Губители карманов и сердец…
И вот — урывая от обеда, от детей, от мужа, — бедная ‘дурнушка’ зажимает рубль в руке и бежит сюда: сколько мучительной проверки, что именно выбрать, и у купивших — сколько сомнения, что они купили не то, что выбор мог быть тщательнее и вещь — удачнее. Вот — неудачная покупщица: лицо ее темно. Нельзя же войти обратно в лавку и, швырнув картонку, потребовать обратно деньги. Деньги лежат в ‘конторке’, перемешанные со всякими другими:
Тут есть дублон старинный — вот он…
. . . . . . . . . . . . . . . . .
И сколько человеческих забот.
Обманов, слез, молений и проклятий
Оно тяжеловесный представитель.
‘Дублона’ нельзя обратно взять, и между тем вещь, за ‘обман, слезы и проклятие’ взятая, не стоит вовсе его, или, пожалуй, и ‘стоит’, но с придачей рубля — могла бы быть взята другая и, наконец, настоящая, насыщающая вещь, к которой так порывалось сердце, но бедная женщина, запрятав этот второй ‘рубль’ особенно далеко, сберегла его все-таки для мужа и купила совершенно негодную, до слез негодную вещь. И приходилось видеть именно слезы или глубокое расстройство на лицах, несущих покупку. Что может быть печальнее неудачной покупки: ведь это месяцы ожидания, тысячи мысленных ‘примериваний’ и, наконец, тончайшая деликатность: на кислое замечание продавщицы: ‘сударыня, нельзя же вечность примеривать’ — она берет последнюю бывшую в руках вещь, совершенно неудачную, и уходит почти плача, извиняясь, с ужасным унынием в душе. Она дурнеет, и к ней уже ничего не идет, но она верила и надеялась, что это — не она дурна, а вещи дурны и, наконец, настоящая вещь скажет настоящую и еще ‘приемлемую’ оценку лицу, — когда неуместное и грубое замечание приказчицы о ‘вечности’ выбора вдруг прервало ее нервную переборку вещей, и она отдала свой ‘дублон’, скомкала ‘сдачу’ и поспешно вышла. Как сложны и нераспутываемы теперь ее чувства. В ‘будущем веке’ не будет неудачных покупок.
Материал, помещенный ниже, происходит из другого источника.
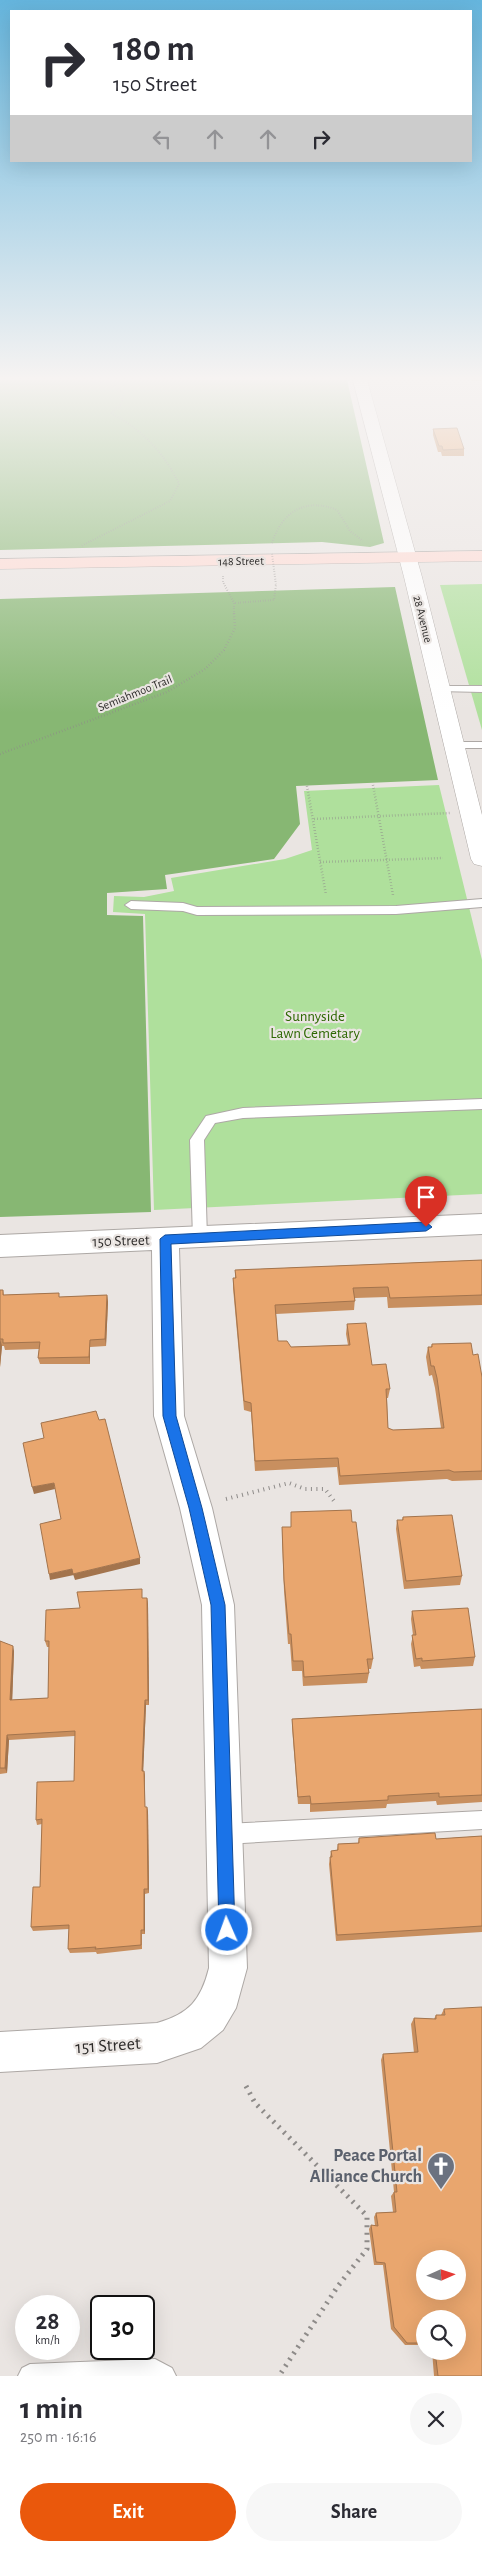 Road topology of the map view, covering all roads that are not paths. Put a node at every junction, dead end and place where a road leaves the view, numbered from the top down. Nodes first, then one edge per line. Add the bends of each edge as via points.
1 (390, 491) edge
2 (482, 556) edge
3 (0, 564) edge
4 (409, 564) junction
5 (482, 568) edge
6 (0, 576) edge
7 (482, 688) edge
8 (440, 689) junction
9 (453, 745) junction
10 (482, 745) edge
11 (482, 860) edge
12 (482, 903) edge
13 (131, 905) dead end
14 (482, 1104) edge
15 (482, 1224) edge
16 (200, 1238) junction
17 (165, 1239) junction
18 (0, 1246) edge
19 (482, 1820) edge
20 (225, 1834) junction
21 (0, 2052) edge
22 (30, 2376) edge
23 (164, 2376) edge

1 - 4 street, 28 Avenue
2 - 4 main road, 148 Street
3 - 4 main road, 148 Street
4 - 5 main road, 148 Street
4 - 6 main road, 148 Street via 223,572
4 - 8 street, 28 Avenue
7 - 8 lane
8 - 9 street, 28 Avenue
9 - 10 lane
9 - 11 street, 28 Avenue
12 - 13 lane via 396,910 328,911 197,911 183,907
14 - 16 lane via 242,1113 211,1119 197,1140
15 - 16 street, 150 Street
16 - 17 street, 150 Street
17 - 18 street, 150 Street
17 - 20 street via 170,1416 196,1508 218,1605
19 - 20 lane
20 - 21 street, 151 Street via 228,1968 222,1994 209,2016 187,2034 157,2042
22 - 23 lane via 155,2371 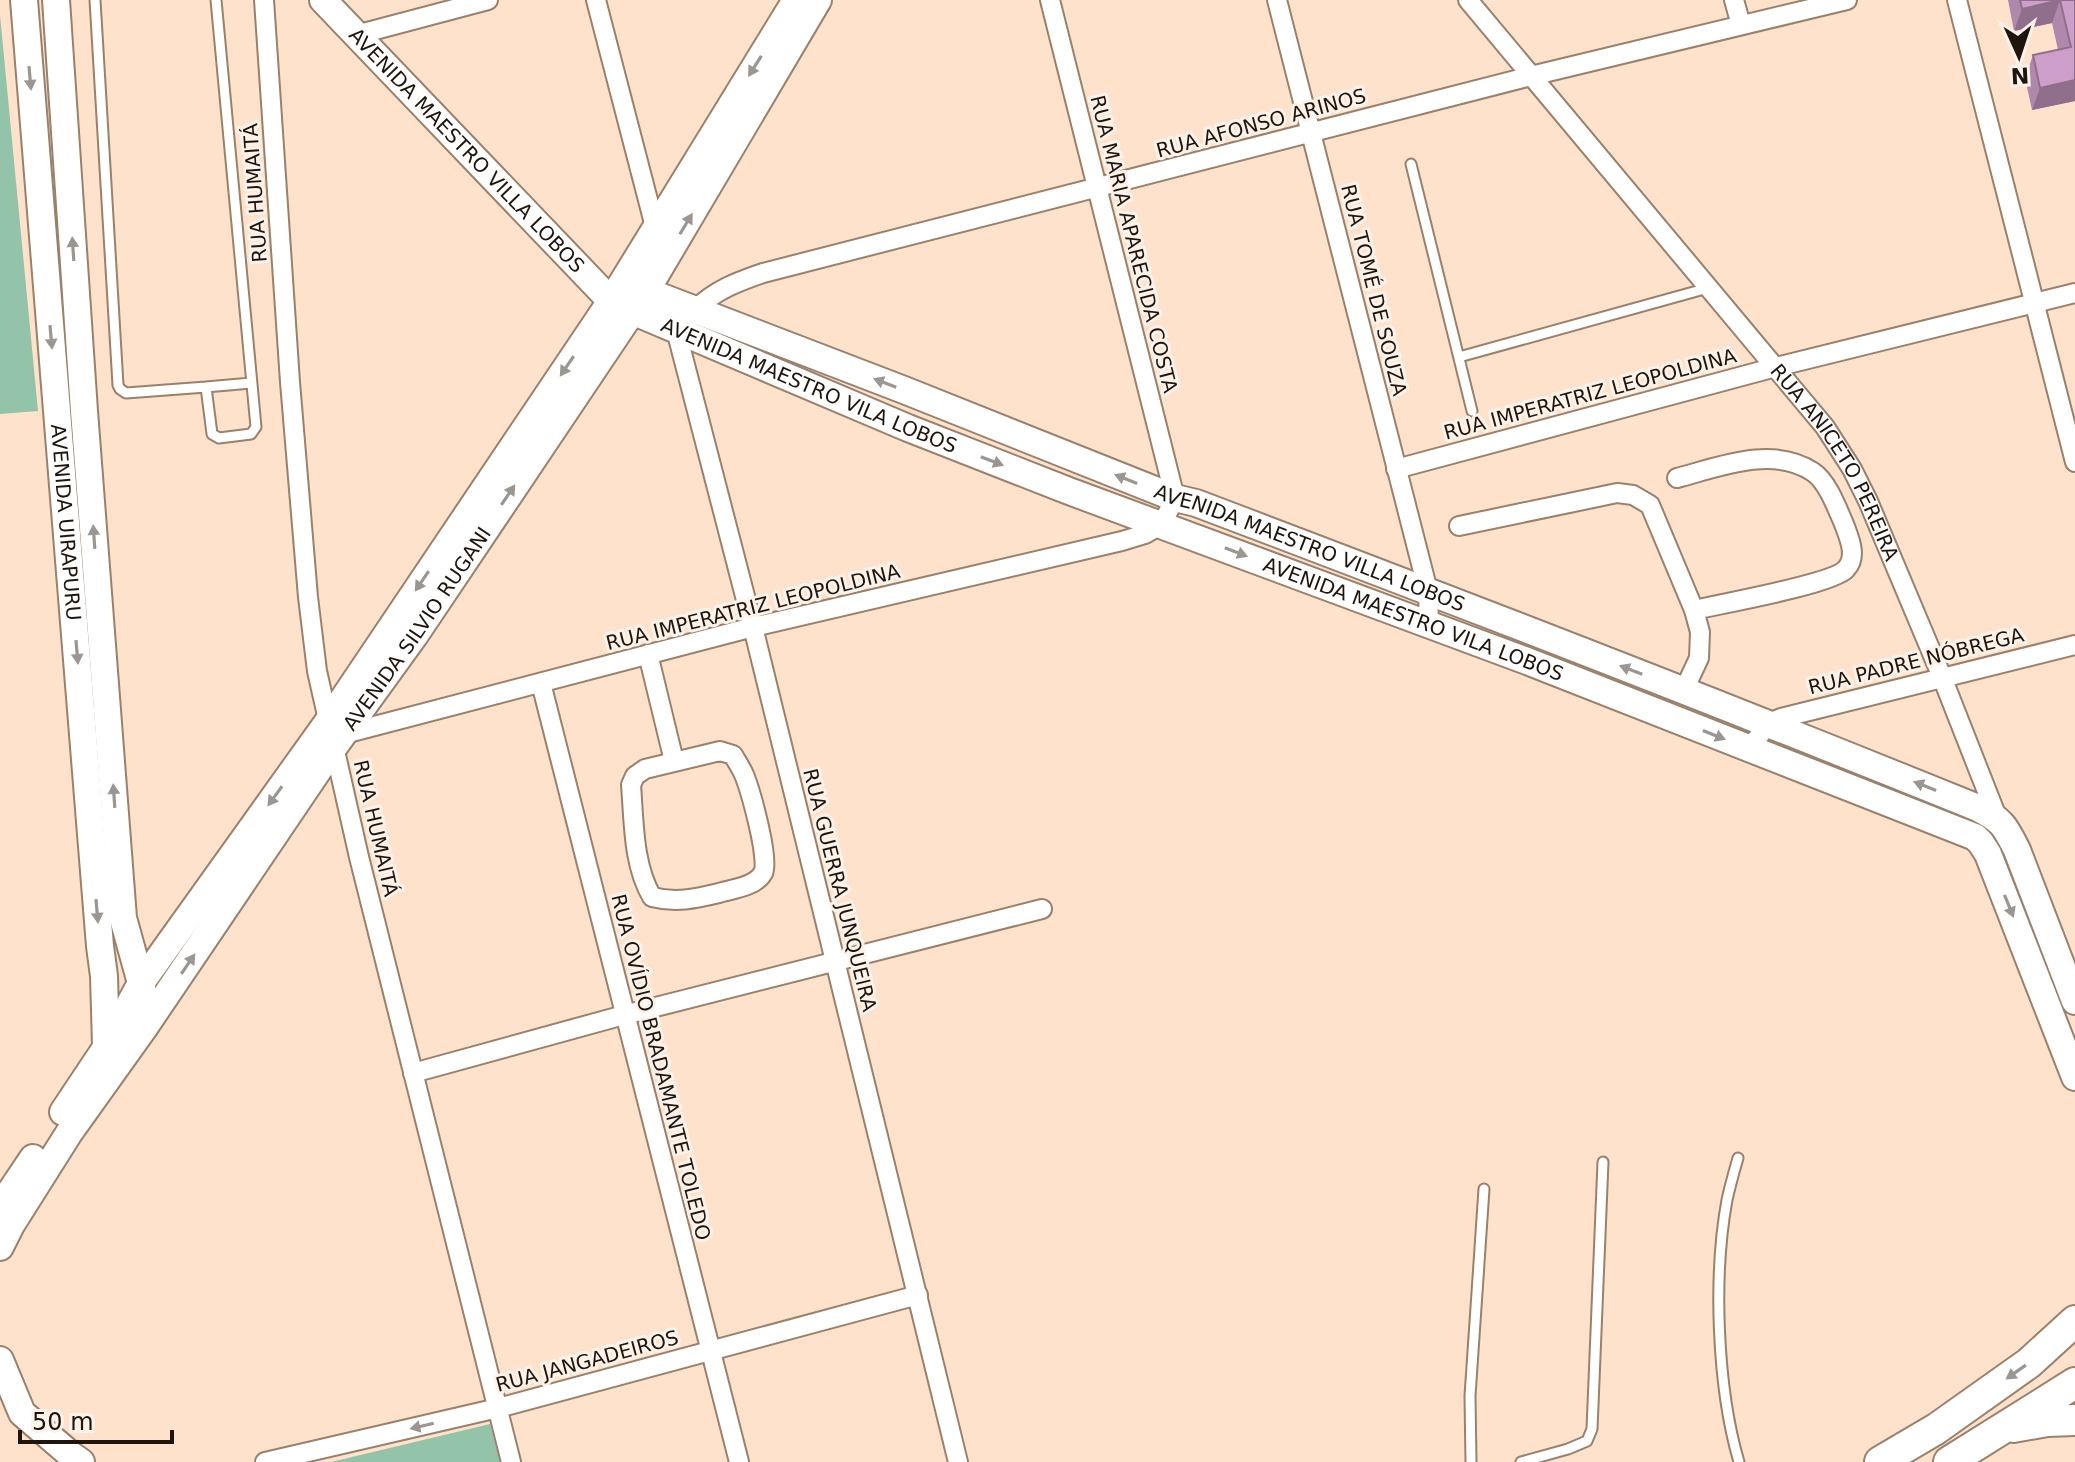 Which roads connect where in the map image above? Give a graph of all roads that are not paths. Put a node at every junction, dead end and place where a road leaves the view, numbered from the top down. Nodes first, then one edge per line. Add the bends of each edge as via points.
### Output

И вот, приходя домой, я любил раскрывать что-нибудь из Иезекииля или о Небесном Иерусалиме: эту роскошь образов, которая сыта в себе и насыщает взор.
‘И проходил Я мимо тебя и увидел тебя, брошенную на попрание в кровях твоих, и сказал тебе: ‘В кровях твоих живи!’ Так, Я сказал тебе: в кровях твоих живи!
Умножил тебя как полевые растения, ты выросла и стала большая, и достигла превосходной красоты: поднялись груди, и волоса у тебя выросли, но ты была нага и непокрыта.
И проходил Я мимо тебя и увидел тебя, и вот — это было время твое, время любви, и простер Я воскрилия Мои на тебя и покрыл наготу твою, и поклялся тебе, и вступил в союз с тобою, говорит Господь Бог, — и ты стала Моею.
Омыл Я тебя водою и смыл с тебя кровь твою и помазал тебя елеем.
И надел на тебя узорчатое платье и обул тебя в сафьянные сандалии, и опоясал тебя виссоном и покрыл тебя шелковым покрывалом.
И нарядил тебя в наряды и положил на руки твои запястья и на шею твою — ожерелье.
И дал тебе кольцо на твой нос и серьги — к ушам твоим и на голову твою — прекрасный венец {Конечно, мысль о подражании не приходила Лермонтову (в те очень юные годы, когда он создавал самое незрелое свое творение, но почему-то очень его занимавшее), но читатель не может не заметить родственности художественного соображения северного и арийского писателя с резцом южанина и семита:
‘…прекрасное созданье.
К иному ты присуждена
. . . . . . . . . . . . .
Прислужниц легких и волшебных
Тебе, красавица, я дам,
И для тебя с звезды восточной
Сорву венец я золотой,
Возьму с цветов росы полночной
Его усыплю той росой,
Лучом румяного заката
Твой стан, как лентой, обовью,
Дыханьем чистым аромата
Окрестный воздух напою!
Всечасно дивною игрою
Твой слух лелеять буду я.
Чертоги пышные построю
Из бирюзы и янтаря,
. . . . . . . . . . . .
Я дам тебе все… все земное!
Люби меня!’
— И он слегка
Коснулся жаркими устами
К ее трепещущим губам… Etc.
Конечно, это — арийская водица перед липкостью и густотою семитического глагола, но образы сравнения и вся суть дела — здесь и там одинаковы. Акварель мальчика около масляных красок старца Рембрандта. Вот с кем (не опознанное) родство у нашего нераскрывшегося поэта, а не подражание Байрону и — где родник его трансцендентности (и религиозности). Но повторяем и настаиваем, что по незрелости и бессилию — это ребяческая мазня, и мы указываем не на сходство, но на тенденцию к схождению.}.

0x01 graphic

Так украшалась ты золотом и серебром, и одеждою тебе был виссон и шелк, и узорчатые ткани, питалась ты хлебом из лучшей пшеничной муки, медом и елеем, и была чрезвычайно красива и достигла царственного величия.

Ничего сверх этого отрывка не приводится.